#### Exercise goal
Every entry must be given again exactly.

**** Raw data

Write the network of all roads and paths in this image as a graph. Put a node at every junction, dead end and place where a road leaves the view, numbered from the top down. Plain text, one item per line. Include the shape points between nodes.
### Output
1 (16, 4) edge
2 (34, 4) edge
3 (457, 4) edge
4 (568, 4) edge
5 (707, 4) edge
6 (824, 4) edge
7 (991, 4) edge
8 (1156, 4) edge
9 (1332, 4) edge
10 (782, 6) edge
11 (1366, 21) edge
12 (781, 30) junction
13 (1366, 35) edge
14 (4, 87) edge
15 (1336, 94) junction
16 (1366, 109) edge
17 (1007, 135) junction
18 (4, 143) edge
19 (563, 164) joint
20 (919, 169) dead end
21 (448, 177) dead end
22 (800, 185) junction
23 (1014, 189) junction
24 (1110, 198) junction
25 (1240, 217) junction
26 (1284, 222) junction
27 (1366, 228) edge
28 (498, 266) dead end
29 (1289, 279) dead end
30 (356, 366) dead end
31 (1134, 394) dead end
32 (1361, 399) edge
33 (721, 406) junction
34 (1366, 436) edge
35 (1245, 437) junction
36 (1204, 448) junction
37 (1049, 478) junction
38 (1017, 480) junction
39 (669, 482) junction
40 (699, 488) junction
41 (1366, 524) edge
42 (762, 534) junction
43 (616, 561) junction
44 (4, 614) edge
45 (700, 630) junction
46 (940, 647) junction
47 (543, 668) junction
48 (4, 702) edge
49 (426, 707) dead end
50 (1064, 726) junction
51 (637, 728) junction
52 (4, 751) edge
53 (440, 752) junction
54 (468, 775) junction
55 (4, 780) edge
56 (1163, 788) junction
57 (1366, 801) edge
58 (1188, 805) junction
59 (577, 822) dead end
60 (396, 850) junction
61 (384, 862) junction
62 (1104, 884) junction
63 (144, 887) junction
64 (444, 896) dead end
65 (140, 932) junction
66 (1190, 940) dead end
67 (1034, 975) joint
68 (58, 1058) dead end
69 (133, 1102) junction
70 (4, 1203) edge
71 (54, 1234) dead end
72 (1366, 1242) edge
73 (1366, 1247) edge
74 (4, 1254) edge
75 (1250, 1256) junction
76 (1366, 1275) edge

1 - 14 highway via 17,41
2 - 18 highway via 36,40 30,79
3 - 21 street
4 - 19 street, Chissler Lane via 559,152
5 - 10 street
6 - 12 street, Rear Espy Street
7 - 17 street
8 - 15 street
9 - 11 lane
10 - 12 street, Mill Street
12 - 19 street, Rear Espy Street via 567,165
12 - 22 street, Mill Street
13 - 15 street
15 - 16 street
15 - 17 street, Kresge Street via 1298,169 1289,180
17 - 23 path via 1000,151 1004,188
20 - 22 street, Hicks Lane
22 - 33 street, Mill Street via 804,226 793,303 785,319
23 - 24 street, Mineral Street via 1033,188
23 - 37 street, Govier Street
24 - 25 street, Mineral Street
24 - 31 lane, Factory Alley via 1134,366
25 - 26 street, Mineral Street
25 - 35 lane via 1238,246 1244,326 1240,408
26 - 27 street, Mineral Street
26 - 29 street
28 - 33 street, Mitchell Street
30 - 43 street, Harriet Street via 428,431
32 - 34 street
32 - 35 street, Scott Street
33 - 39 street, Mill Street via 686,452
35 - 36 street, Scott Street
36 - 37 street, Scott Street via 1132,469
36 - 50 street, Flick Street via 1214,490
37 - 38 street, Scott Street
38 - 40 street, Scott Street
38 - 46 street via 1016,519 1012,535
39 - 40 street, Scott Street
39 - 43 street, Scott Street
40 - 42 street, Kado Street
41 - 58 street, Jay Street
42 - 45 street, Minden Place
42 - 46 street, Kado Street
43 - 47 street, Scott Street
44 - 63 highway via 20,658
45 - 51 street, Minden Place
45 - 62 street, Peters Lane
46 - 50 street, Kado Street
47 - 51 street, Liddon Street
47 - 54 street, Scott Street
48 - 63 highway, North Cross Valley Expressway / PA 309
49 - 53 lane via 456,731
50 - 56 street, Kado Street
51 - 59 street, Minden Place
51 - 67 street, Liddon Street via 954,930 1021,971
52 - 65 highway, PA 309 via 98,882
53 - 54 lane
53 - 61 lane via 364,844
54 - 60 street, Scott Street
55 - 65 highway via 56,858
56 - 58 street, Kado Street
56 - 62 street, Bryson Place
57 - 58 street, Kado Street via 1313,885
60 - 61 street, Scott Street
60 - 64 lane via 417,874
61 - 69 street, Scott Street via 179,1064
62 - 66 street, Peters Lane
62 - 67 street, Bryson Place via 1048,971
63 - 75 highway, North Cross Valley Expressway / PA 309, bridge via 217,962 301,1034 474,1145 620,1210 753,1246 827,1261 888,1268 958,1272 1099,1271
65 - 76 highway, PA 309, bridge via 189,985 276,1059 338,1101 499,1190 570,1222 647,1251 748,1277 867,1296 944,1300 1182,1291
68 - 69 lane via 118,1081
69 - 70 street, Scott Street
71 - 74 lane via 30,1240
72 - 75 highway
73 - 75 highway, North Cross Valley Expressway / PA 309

********

#### Response area
Write the network of all roads and paths in this image as a graph. Put a node at every junction, dead end and place where a road leaves the view, numbered from the top down. Plain text, one item per line. Include the shape points between nodes.
### Output
1 (16, 4) edge
2 (34, 4) edge
3 (457, 4) edge
4 (568, 4) edge
5 (707, 4) edge
6 (824, 4) edge
7 (991, 4) edge
8 (1156, 4) edge
9 (1332, 4) edge
10 (782, 6) edge
11 (1366, 21) edge
12 (781, 30) junction
13 (1366, 35) edge
14 (4, 87) edge
15 (1336, 94) junction
16 (1366, 109) edge
17 (1007, 135) junction
18 (4, 143) edge
19 (563, 164) joint
20 (919, 169) dead end
21 (448, 177) dead end
22 (800, 185) junction
23 (1014, 189) junction
24 (1110, 198) junction
25 (1240, 217) junction
26 (1284, 222) junction
27 (1366, 228) edge
28 (498, 266) dead end
29 (1289, 279) dead end
30 (356, 366) dead end
31 (1134, 394) dead end
32 (1361, 399) edge
33 (721, 406) junction
34 (1366, 436) edge
35 (1245, 437) junction
36 (1204, 448) junction
37 (1049, 478) junction
38 (1017, 480) junction
39 (669, 482) junction
40 (699, 488) junction
41 (1366, 524) edge
42 (762, 534) junction
43 (616, 561) junction
44 (4, 614) edge
45 (700, 630) junction
46 (940, 647) junction
47 (543, 668) junction
48 (4, 702) edge
49 (426, 707) dead end
50 (1064, 726) junction
51 (637, 728) junction
52 (4, 751) edge
53 (440, 752) junction
54 (468, 775) junction
55 (4, 780) edge
56 (1163, 788) junction
57 (1366, 801) edge
58 (1188, 805) junction
59 (577, 822) dead end
60 (396, 850) junction
61 (384, 862) junction
62 (1104, 884) junction
63 (144, 887) junction
64 (444, 896) dead end
65 (140, 932) junction
66 (1190, 940) dead end
67 (1034, 975) joint
68 (58, 1058) dead end
69 (133, 1102) junction
70 (4, 1203) edge
71 (54, 1234) dead end
72 (1366, 1242) edge
73 (1366, 1247) edge
74 (4, 1254) edge
75 (1250, 1256) junction
76 (1366, 1275) edge

1 - 14 highway via 17,41
2 - 18 highway via 36,40 30,79
3 - 21 street
4 - 19 street, Chissler Lane via 559,152
5 - 10 street
6 - 12 street, Rear Espy Street
7 - 17 street
8 - 15 street
9 - 11 lane
10 - 12 street, Mill Street
12 - 19 street, Rear Espy Street via 567,165
12 - 22 street, Mill Street
13 - 15 street
15 - 16 street
15 - 17 street, Kresge Street via 1298,169 1289,180
17 - 23 path via 1000,151 1004,188
20 - 22 street, Hicks Lane
22 - 33 street, Mill Street via 804,226 793,303 785,319
23 - 24 street, Mineral Street via 1033,188
23 - 37 street, Govier Street
24 - 25 street, Mineral Street
24 - 31 lane, Factory Alley via 1134,366
25 - 26 street, Mineral Street
25 - 35 lane via 1238,246 1244,326 1240,408
26 - 27 street, Mineral Street
26 - 29 street
28 - 33 street, Mitchell Street
30 - 43 street, Harriet Street via 428,431
32 - 34 street
32 - 35 street, Scott Street
33 - 39 street, Mill Street via 686,452
35 - 36 street, Scott Street
36 - 37 street, Scott Street via 1132,469
36 - 50 street, Flick Street via 1214,490
37 - 38 street, Scott Street
38 - 40 street, Scott Street
38 - 46 street via 1016,519 1012,535
39 - 40 street, Scott Street
39 - 43 street, Scott Street
40 - 42 street, Kado Street
41 - 58 street, Jay Street
42 - 45 street, Minden Place
42 - 46 street, Kado Street
43 - 47 street, Scott Street
44 - 63 highway via 20,658
45 - 51 street, Minden Place
45 - 62 street, Peters Lane
46 - 50 street, Kado Street
47 - 51 street, Liddon Street
47 - 54 street, Scott Street
48 - 63 highway, North Cross Valley Expressway / PA 309
49 - 53 lane via 456,731
50 - 56 street, Kado Street
51 - 59 street, Minden Place
51 - 67 street, Liddon Street via 954,930 1021,971
52 - 65 highway, PA 309 via 98,882
53 - 54 lane
53 - 61 lane via 364,844
54 - 60 street, Scott Street
55 - 65 highway via 56,858
56 - 58 street, Kado Street
56 - 62 street, Bryson Place
57 - 58 street, Kado Street via 1313,885
60 - 61 street, Scott Street
60 - 64 lane via 417,874
61 - 69 street, Scott Street via 179,1064
62 - 66 street, Peters Lane
62 - 67 street, Bryson Place via 1048,971
63 - 75 highway, North Cross Valley Expressway / PA 309, bridge via 217,962 301,1034 474,1145 620,1210 753,1246 827,1261 888,1268 958,1272 1099,1271
65 - 76 highway, PA 309, bridge via 189,985 276,1059 338,1101 499,1190 570,1222 647,1251 748,1277 867,1296 944,1300 1182,1291
68 - 69 lane via 118,1081
69 - 70 street, Scott Street
71 - 74 lane via 30,1240
72 - 75 highway
73 - 75 highway, North Cross Valley Expressway / PA 309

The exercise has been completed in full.